=== To do ===
Copy out all lines of the records in which the word "forall" appears.

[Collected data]
--*--
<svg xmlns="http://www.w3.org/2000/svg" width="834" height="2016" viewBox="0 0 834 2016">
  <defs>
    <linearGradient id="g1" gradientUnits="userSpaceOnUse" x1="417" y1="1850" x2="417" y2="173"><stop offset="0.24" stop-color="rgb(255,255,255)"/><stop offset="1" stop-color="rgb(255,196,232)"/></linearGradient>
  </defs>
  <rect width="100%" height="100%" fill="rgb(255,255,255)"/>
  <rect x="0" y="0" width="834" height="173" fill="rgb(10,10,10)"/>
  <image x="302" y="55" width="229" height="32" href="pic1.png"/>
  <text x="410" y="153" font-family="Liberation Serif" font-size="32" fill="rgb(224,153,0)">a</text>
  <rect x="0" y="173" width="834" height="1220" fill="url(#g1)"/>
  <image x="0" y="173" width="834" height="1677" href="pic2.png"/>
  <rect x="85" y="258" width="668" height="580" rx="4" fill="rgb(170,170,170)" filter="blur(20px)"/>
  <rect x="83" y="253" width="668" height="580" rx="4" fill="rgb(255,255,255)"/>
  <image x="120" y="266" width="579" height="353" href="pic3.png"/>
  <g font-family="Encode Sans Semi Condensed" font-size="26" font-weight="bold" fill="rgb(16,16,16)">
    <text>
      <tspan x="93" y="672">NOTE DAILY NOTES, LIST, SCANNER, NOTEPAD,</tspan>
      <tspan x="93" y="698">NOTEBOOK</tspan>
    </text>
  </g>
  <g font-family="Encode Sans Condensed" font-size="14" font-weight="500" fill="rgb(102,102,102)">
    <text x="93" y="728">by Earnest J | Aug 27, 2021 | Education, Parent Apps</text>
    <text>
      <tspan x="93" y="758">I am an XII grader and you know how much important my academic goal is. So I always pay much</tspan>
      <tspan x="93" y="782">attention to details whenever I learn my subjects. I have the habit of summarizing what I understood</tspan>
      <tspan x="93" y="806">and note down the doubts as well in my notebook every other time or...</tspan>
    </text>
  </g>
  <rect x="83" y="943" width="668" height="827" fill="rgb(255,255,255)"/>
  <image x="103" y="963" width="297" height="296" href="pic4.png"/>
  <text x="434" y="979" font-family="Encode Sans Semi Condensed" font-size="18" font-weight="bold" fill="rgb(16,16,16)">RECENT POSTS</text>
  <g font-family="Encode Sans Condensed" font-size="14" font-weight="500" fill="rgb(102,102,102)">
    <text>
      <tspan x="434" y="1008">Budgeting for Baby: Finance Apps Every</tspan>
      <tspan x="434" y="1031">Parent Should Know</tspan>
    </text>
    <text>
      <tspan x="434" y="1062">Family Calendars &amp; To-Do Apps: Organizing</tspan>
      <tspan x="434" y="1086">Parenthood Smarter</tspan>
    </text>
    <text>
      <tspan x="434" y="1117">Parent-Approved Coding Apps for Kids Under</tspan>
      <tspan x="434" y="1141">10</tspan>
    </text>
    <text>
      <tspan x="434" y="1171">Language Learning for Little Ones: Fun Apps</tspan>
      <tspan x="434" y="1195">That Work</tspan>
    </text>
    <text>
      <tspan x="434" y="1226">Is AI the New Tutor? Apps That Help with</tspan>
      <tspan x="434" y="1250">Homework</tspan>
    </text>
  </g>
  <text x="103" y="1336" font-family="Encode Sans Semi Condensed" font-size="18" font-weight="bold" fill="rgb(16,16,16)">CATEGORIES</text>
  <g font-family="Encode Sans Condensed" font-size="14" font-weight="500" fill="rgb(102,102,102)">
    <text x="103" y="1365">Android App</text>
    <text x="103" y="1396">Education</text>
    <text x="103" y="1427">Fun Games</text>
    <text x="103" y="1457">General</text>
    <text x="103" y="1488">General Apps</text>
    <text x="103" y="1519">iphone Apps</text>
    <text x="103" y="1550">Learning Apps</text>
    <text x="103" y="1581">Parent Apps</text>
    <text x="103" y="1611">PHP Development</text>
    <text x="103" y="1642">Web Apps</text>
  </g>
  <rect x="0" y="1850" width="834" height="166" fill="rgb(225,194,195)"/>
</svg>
--*--
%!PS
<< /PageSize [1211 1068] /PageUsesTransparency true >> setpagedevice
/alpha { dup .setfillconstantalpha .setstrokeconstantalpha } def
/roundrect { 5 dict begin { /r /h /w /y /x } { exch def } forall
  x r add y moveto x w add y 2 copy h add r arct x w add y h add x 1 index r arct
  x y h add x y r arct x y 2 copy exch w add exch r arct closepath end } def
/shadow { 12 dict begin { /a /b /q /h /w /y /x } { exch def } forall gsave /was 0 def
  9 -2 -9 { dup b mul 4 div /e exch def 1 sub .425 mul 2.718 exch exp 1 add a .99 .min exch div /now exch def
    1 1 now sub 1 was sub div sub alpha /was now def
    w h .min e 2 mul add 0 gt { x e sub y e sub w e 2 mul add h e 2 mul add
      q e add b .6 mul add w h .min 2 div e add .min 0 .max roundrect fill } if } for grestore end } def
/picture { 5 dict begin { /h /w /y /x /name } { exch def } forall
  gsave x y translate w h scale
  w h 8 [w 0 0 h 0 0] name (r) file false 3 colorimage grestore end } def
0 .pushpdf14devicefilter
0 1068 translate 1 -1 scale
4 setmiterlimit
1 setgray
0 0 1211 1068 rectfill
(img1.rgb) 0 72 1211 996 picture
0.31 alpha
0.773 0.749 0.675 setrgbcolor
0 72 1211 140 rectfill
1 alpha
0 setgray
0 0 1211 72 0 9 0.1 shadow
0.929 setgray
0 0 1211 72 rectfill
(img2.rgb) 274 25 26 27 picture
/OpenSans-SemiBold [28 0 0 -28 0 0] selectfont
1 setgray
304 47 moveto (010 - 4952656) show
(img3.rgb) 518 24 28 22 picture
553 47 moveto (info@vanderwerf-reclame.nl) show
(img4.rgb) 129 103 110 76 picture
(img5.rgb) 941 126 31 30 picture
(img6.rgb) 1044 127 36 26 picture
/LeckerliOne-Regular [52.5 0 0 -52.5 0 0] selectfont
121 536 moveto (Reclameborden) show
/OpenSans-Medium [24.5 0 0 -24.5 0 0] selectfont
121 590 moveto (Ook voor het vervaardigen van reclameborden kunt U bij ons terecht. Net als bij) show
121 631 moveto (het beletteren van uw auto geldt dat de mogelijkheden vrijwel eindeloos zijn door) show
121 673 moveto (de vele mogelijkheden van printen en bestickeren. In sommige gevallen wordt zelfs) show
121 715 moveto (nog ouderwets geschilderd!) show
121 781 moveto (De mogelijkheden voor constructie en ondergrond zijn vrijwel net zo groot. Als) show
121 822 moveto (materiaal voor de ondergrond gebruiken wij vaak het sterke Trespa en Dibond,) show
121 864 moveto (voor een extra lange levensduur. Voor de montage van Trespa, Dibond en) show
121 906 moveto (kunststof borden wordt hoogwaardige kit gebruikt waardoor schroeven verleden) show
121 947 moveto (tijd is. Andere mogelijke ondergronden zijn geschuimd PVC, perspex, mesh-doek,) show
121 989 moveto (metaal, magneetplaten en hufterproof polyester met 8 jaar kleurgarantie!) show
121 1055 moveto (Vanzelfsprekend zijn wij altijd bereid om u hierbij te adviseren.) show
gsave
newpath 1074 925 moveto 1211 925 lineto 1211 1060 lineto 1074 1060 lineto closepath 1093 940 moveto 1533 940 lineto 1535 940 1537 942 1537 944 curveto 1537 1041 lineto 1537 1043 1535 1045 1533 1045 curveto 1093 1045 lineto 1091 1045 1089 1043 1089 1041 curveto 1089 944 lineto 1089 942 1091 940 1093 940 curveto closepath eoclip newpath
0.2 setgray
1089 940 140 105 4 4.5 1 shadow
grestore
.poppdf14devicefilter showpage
--*--
=== Solution for this exercise ===
/roundrect { 5 dict begin { /r /h /w /y /x } { exch def } forall
/shadow { 12 dict begin { /a /b /q /h /w /y /x } { exch def } forall gsave /was 0 def
/picture { 5 dict begin { /h /w /y /x /name } { exch def } forall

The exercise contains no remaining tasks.